** Material for this exercise follows **
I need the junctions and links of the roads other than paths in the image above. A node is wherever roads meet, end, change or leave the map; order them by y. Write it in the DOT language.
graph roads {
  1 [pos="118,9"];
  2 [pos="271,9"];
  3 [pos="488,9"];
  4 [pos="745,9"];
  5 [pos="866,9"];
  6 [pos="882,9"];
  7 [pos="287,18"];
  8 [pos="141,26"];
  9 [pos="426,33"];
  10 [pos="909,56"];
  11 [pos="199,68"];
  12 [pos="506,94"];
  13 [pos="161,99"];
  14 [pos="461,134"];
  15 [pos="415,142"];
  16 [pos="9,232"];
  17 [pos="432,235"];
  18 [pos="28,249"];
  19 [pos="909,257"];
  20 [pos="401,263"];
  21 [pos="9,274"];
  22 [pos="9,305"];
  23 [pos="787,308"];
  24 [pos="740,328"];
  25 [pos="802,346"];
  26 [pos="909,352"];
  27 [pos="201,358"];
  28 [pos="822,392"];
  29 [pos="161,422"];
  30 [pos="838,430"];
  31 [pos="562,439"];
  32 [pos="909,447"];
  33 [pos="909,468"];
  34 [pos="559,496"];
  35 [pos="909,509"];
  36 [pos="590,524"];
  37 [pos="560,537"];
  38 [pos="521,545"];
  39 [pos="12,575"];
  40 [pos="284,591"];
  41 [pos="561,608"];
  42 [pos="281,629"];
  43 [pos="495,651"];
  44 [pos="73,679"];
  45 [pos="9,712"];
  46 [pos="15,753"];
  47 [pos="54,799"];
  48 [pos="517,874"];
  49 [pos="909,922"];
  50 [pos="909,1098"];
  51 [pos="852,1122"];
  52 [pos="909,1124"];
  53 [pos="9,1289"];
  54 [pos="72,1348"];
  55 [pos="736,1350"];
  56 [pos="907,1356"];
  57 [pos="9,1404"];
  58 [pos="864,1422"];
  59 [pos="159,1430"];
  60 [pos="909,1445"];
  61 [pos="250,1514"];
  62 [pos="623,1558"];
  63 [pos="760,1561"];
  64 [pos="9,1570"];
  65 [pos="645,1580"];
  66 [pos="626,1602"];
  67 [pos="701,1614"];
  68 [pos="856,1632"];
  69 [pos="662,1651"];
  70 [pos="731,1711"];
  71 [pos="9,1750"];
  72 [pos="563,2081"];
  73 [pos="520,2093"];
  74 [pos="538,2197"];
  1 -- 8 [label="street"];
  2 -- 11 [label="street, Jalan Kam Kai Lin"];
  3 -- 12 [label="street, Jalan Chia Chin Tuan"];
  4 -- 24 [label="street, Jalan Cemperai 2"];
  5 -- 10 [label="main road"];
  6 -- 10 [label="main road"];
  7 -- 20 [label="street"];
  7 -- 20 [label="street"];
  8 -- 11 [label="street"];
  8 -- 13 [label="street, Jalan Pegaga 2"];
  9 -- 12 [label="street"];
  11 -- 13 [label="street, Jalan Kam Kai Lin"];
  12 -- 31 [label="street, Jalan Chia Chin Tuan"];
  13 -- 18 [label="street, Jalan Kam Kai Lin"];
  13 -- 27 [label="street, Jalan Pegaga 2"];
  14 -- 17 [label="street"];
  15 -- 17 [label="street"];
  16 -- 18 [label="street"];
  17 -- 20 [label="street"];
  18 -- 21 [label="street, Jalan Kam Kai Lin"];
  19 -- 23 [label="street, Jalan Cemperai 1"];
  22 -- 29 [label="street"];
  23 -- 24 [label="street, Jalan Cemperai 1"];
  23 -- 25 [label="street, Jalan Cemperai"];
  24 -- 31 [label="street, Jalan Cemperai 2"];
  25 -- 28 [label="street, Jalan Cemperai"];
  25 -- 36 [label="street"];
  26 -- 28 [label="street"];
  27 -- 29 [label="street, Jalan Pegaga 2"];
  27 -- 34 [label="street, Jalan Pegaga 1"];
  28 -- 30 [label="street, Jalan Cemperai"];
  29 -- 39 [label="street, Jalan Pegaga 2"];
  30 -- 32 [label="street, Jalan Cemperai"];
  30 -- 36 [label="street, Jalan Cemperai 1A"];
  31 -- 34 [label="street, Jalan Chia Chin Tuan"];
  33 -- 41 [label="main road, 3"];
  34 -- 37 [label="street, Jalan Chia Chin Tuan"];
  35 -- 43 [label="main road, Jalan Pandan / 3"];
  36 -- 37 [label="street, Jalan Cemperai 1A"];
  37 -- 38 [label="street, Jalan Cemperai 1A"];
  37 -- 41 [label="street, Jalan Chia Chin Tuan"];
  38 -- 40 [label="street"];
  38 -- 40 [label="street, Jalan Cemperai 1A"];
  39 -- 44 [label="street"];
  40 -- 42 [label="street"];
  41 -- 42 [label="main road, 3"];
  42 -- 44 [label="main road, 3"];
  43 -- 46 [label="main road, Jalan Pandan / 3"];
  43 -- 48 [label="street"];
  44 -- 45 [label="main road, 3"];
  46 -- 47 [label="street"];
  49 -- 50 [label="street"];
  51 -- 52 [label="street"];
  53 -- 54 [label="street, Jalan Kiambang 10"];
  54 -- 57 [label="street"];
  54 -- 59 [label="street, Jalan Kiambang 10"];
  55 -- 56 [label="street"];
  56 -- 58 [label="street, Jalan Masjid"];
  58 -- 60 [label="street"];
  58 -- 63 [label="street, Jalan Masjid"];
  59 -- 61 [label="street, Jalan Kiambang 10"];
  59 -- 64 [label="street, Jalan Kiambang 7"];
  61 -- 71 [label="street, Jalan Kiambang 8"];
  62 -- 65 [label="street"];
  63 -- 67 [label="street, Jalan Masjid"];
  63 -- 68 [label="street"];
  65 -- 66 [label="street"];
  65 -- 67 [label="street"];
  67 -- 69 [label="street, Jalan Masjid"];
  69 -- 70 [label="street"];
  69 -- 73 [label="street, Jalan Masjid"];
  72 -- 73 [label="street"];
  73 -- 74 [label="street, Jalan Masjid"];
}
** End of Material for this exercise **
### What needs to be done
Look through the data above. Copy every line with the string "Cemperai" in it.

### Task response
  4 -- 24 [label="street, Jalan Cemperai 2"];
  19 -- 23 [label="street, Jalan Cemperai 1"];
  23 -- 24 [label="street, Jalan Cemperai 1"];
  23 -- 25 [label="street, Jalan Cemperai"];
  24 -- 31 [label="street, Jalan Cemperai 2"];
  25 -- 28 [label="street, Jalan Cemperai"];
  28 -- 30 [label="street, Jalan Cemperai"];
  30 -- 32 [label="street, Jalan Cemperai"];
  30 -- 36 [label="street, Jalan Cemperai 1A"];
  36 -- 37 [label="street, Jalan Cemperai 1A"];
  37 -- 38 [label="street, Jalan Cemperai 1A"];
  38 -- 40 [label="street, Jalan Cemperai 1A"];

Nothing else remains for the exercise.